By Tony Daltorio
The price of sugar has jumped to multi-month highs thanks to worries over the size of Brazil’s sugar crop. This marks a reversal of fortune for sugar, which has been among the worst performing commodities this year.
Worries over Brazil’s sugar crop center around both aging sugar cane plants and poor weather conditions. Brazil is a key player in the sugar market. It produces about a quarter of global supply and is the world’s biggest exporter of the sweet commodity, accounting for more than half of global exports.
But now, according to Brazil’s sugar cane industry association Unica, sugar output in the country is set to fall for the first time in five years. Unica now expects the country’s sugar growers to produce up to 1 million tons less than last year’s harvest of 33.5 millions tons. Its previous estimate was for a production level of 34.5 million tons. Some in the industry are even more pessimistic than Unica, predicting that the output may be as low as 32 million tons.
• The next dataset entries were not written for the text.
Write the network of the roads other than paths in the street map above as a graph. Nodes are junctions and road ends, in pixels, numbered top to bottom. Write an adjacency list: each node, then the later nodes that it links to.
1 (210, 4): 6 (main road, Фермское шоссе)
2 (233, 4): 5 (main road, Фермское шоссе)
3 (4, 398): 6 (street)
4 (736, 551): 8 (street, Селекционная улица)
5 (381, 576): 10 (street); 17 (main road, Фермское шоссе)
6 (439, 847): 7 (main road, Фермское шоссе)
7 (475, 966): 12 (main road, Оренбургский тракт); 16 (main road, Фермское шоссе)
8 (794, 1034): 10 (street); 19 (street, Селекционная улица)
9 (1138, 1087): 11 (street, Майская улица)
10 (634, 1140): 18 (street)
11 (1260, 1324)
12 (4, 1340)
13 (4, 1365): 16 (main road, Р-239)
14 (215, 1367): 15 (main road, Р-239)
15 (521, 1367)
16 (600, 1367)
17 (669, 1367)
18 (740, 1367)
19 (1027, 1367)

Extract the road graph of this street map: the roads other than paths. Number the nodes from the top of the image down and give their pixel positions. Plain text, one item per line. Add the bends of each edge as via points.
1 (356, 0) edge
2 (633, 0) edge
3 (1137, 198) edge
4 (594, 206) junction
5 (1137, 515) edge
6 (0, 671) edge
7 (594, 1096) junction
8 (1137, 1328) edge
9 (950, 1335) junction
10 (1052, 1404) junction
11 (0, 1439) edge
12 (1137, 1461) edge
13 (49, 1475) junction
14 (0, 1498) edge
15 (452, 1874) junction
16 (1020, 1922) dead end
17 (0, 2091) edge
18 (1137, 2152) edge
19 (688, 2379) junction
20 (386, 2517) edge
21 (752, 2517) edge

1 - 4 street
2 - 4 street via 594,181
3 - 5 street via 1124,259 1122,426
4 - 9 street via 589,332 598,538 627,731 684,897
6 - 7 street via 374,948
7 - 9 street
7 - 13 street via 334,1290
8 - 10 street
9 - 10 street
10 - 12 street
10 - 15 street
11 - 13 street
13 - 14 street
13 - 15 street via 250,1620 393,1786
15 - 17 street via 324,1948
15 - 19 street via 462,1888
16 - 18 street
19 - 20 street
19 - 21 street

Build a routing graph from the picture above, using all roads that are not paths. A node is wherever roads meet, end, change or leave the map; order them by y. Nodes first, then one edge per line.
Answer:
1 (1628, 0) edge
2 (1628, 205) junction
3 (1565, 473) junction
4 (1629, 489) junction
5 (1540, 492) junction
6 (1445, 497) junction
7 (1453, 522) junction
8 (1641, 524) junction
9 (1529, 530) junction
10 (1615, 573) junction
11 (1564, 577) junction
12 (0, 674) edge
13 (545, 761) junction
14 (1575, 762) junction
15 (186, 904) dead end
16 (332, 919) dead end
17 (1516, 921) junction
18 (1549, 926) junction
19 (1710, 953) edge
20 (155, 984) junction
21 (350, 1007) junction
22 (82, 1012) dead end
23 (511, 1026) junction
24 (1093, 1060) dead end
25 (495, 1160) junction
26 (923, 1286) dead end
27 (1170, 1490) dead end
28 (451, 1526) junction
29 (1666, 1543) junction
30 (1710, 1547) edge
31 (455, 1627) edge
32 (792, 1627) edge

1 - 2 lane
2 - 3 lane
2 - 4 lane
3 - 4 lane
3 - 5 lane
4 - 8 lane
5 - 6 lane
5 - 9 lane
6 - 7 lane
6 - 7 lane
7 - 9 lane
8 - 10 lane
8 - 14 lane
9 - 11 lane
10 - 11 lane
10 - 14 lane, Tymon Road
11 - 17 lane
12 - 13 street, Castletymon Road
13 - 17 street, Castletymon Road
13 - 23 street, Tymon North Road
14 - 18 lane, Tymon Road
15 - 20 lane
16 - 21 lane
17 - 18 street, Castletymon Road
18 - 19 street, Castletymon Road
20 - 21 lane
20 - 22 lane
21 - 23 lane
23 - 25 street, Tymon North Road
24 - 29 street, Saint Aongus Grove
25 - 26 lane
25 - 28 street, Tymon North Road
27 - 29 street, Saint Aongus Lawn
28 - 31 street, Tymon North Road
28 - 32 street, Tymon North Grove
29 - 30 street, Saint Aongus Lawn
Brazilian politics is also behind the fall in sugar output. The government has prodded farmers to use their sugar cane to produce more ethanol, not sugar. It is trying to appease consumers who are angry about high fuel prices. Higher ethanol production will lower costs at the pump. An additional factor coming in to play here is the fact that global inventories of sugar are at critically low levels and have been so for about two years.
Such a small harvest is especially critical over the next few months since Brazil is the only large global exporter to produce sugar during the northern hemisphere summer. So until other producers’ crops come on to the market after October, the sugar market will be particularly vulnerable to price spikes.
Another direct play on the sugar market and Brazil is Cosan Limited ADR (NYSE:CZZ). The company states that it is the biggest sugar producer in Brazil and among the three largest in the world, and that it is the world’s second-largest sugar exporter. Cosan is also a major player in the Brazilian ethanol industry.